During his time there, he wasn't 100% that full time pastoring was his exact calling.  When his time at this church came to end, he moved us Upstate to a tiny town that my grandfather pastored in.  His time in the Army had ended and the church in NYC was asking for him to do traveling that he wasn't comfortable with.  He took a job at an alcoholism counseling place in Buffalo (an hour and half away) to provide for us while my mom had time to stay home with us.  While working in Buffalo he began his chaplaincy training.

After 2 years there, he moved us back to Kansas City (that's where Roberto and I were born - well me in KC, KS and Roberto in KC, MO) to do an internship at Baptist Medical Center and finish his chaplaincy training.  One of my memories was nights that my dad would have to stay at the hospital for an overnight on-call, mom would make a full meal, pack it up and take us to eat with him.  We'd spend time playing in the open area outside his office after we'd finish eating.  Again, my mom worked super hard to keep things going (also working full-time again) to help dad fulfill his calling.

His training ended there and a job opened up at Rockford Memorial Hospital.  I still remember them telling us we'd be moving again and I couldn't stop repeating "Rockford" to myself.  I remember that being a weird name and I was sure I wouldn't like it. :)  I got over it. :)  His time at RMH lasted about 10 years.  There was a brief yet tumultuous time spent at DCFS for 9 months, too, before an opening at OSF came up.

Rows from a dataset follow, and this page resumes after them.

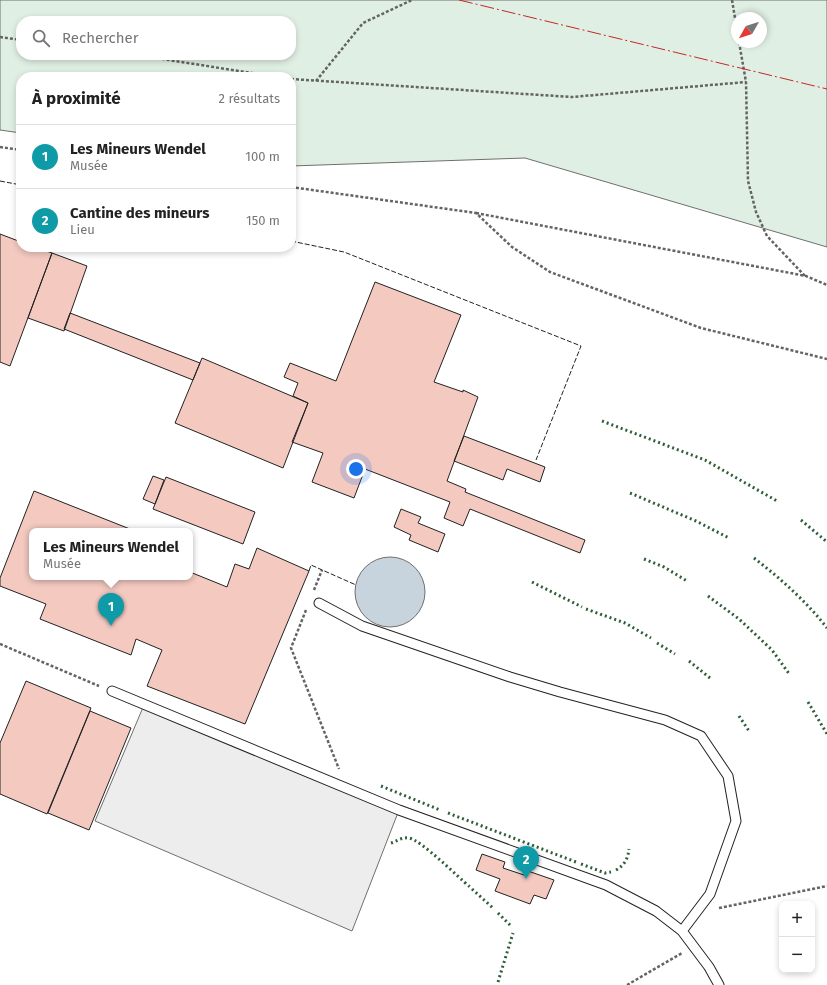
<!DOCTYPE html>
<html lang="fr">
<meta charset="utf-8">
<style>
body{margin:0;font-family:"Fira Sans",sans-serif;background:#f6f6f6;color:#222}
.controls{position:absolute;right:12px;bottom:12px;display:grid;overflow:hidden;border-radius:8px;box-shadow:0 2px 6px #0003}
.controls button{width:36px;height:36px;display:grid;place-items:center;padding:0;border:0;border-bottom:1px solid #e0e0e0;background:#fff;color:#222;font:20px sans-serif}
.compass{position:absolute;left:731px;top:12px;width:36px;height:36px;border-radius:50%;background:#fff;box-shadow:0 2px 6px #0003;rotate:231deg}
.you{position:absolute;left:356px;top:469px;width:14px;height:14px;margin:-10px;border:3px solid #fff;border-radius:50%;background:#1a73e8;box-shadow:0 0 0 6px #1a73e833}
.badge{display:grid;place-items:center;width:26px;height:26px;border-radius:50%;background:#d93025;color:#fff;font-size:13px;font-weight:700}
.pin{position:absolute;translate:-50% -33px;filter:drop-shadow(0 1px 2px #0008)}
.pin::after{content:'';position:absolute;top:21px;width:14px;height:12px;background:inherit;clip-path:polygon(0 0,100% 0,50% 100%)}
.popup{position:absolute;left:29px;top:528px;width:164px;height:52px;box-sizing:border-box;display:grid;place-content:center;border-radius:8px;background:#fff;filter:drop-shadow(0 1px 3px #0005);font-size:13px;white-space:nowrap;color:#767676}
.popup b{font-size:15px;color:#222}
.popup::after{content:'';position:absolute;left:50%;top:100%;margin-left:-8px;border:8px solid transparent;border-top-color:#fff}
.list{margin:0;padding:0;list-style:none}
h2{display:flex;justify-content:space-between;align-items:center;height:52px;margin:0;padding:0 16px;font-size:17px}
h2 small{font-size:13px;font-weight:400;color:#767676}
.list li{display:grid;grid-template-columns:26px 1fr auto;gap:12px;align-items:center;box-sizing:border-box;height:64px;padding:0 16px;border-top:1px solid #e0e0e0}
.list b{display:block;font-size:15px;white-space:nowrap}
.list p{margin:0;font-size:13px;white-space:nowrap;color:#767676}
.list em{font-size:13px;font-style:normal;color:#767676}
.icon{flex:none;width:22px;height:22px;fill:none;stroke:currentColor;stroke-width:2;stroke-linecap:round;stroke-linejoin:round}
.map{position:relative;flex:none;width:827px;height:985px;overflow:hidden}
.search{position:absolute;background:#fff;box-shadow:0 2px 6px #0003;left:16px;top:16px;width:280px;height:44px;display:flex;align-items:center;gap:10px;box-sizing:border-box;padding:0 14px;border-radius:16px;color:#767676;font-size:15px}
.panel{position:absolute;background:#fff;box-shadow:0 2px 6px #0003;left:16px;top:72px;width:280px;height:180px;border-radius:16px}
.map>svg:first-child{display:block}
</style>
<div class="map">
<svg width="827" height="985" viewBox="0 0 827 985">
<rect width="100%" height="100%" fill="#fff"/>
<path fill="#e0efe3" stroke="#6f6f6f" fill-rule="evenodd" d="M0,0H827V247L525,158L291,166V77H21V133L0,130ZM737,18H761V42H737ZM21,21H291V55H21Z"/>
<path fill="#ededed" stroke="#6f6f6f" d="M144,705L399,810L352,931L95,821Z"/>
<path fill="#c7d3dd" stroke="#6f6f6f" d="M355 592a35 35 0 1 1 70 0a35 35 0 1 1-70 0Z"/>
<path fill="#f3c9c0" stroke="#222" d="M0,234L21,242V247H36L52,253L10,366L0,362Z
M52,253L87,266L64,331L28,318Z
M375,282L461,315L434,382L463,392V390L478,397L447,481L466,489L465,492L585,540L580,553L470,509L463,526L444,518L450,502L365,469L354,498L312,482L323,453L292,442L308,403L293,396L298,383L284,377L290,363L336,381Z
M70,313L200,363L193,380L64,329Z
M202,358L308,403L283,468L175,423Z
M464,436L545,467L540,482L507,469L503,480L454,461Z
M153,476L164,480L155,504L143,499Z
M166,477L255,512L243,544L153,509Z
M34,491L135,531H32V577H190V572L227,587L235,564L249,569L257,548L309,571L245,724L147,686L162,650L136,639L131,655L40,619L46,604L0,586V578Z
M401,509L421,517L418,523L445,534L438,552L409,540L411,535L394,527Z
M26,681L91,708L47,814L0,794V743Z
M90,711L131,728L89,830L48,813Z
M482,854L505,862L503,868L527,876L528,871L554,880L546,899L534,895L530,904L495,891L500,879L476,870Z"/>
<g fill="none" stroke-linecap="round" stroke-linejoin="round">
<g stroke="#222" stroke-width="11">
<path id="lane" d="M319,603L362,626L510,677L560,692L665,720L701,736L728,776L736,821L710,894L682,931
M112,691L399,810L606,885L656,911L682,931L709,967L719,985"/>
</g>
<path stroke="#646464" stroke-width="2.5" stroke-dasharray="3 2" stroke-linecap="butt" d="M732,0L737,30
M0,37L21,40
M739,42L746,82L748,181L756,212L767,236L805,276
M137,55L277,77
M291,79L572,97L746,82
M316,81L363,23L412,0
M0,147L21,150
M291,187L476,213L512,247L550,272L701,328L827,359
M476,213L806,276L827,285
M314,590L322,570
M306,610L291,648L339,769
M0,644L99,686
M719,908L827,886
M627,985L682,953"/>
<use href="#lane" stroke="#fff" stroke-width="9"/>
<path stroke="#2f5e38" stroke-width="3" stroke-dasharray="2 3" stroke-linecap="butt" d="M602,421L705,460L777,501
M630,493L696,521L729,538
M801,520L827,542
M754,558C781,579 806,601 827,628
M644,559L664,567L687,581
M532,582L582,607
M708,596L739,619L772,650L790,675
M586,609L625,623L651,638
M657,643L675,654
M689,661L710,678
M808,702L827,734
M739,716L749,731
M381,786L440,810
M448,813L576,862
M391,843C397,841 402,837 409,838C421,840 458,877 470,887
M581,864L605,873L611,872
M616,870C625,865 628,858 629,849
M472,889L493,908
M498,913L512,927
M498,982L513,933"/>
<path stroke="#222" stroke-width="1" stroke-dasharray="5 2" stroke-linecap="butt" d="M0,181L21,185
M291,241L344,252L581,346L536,460
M309,571L311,565L356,585"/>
<path stroke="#c62828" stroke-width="1" stroke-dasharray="14 3 2 3" stroke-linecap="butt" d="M459,0L827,89"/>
</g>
</svg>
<div class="controls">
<button>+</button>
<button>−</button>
</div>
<svg class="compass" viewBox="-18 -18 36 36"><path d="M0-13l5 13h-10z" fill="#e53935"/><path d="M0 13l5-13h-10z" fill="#767676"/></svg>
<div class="you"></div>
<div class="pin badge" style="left:111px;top:626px;background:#0f9aa8">1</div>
<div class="popup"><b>Les Mineurs Wendel</b>Musée</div>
<div class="pin badge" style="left:526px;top:879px;background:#0f9aa8">2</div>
<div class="search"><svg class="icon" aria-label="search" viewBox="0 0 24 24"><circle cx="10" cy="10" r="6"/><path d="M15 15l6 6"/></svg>Rechercher</div>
<section class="panel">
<h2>À proximité<small>2 résultats</small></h2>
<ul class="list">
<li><span class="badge" style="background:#0f9aa8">1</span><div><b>Les Mineurs Wendel</b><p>Musée</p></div><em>100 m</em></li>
<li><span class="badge" style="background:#0f9aa8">2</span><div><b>Cantine des mineurs</b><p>Lieu</p></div><em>150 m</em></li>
</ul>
</section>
</div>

Why the walk through Escalante history?  Maybe because I've been walking it lately remembering it all.  But mostly because I wanted you to know him a little better.

He doesn't take retiring lightly.  He has put his life, energy, tears, love, strength and even weaknesses into this job.  He has held the hands of the dying.  He has encouraged the weak.  He has counseled the suicidal.  He has brought laughter to help release pain.  He has cried with grieving families.  He has held babies hours old who wouldn't make it to a day old, praying a blessing over them and its grieving parents.  He has responded to tragic ER incidents offering support to not only families, but staff.  He has taken the job home with him, feeling the deaths of children the hardest.  He has given away countless teddy bears to the young and the young at heart.  He has performed funerals.  Weddings.  Baptisms.

He has and will continue to "live a life worthy of the calling he has received" (Ephesians 4:1).

Okay, Papi', you've lived a life worthy of your calling.  I've gotten to see it first hand.  I pray your retirement brings you even half as many blessings as you've provided to every single person you've ministered to over your career.  I can guarantee even that will bring you joy.  You are loved.  I can't wait to see what you get to do next!

P.S.  If you see him soon; Hug him.  Thank him.  Pray for him.  Love him.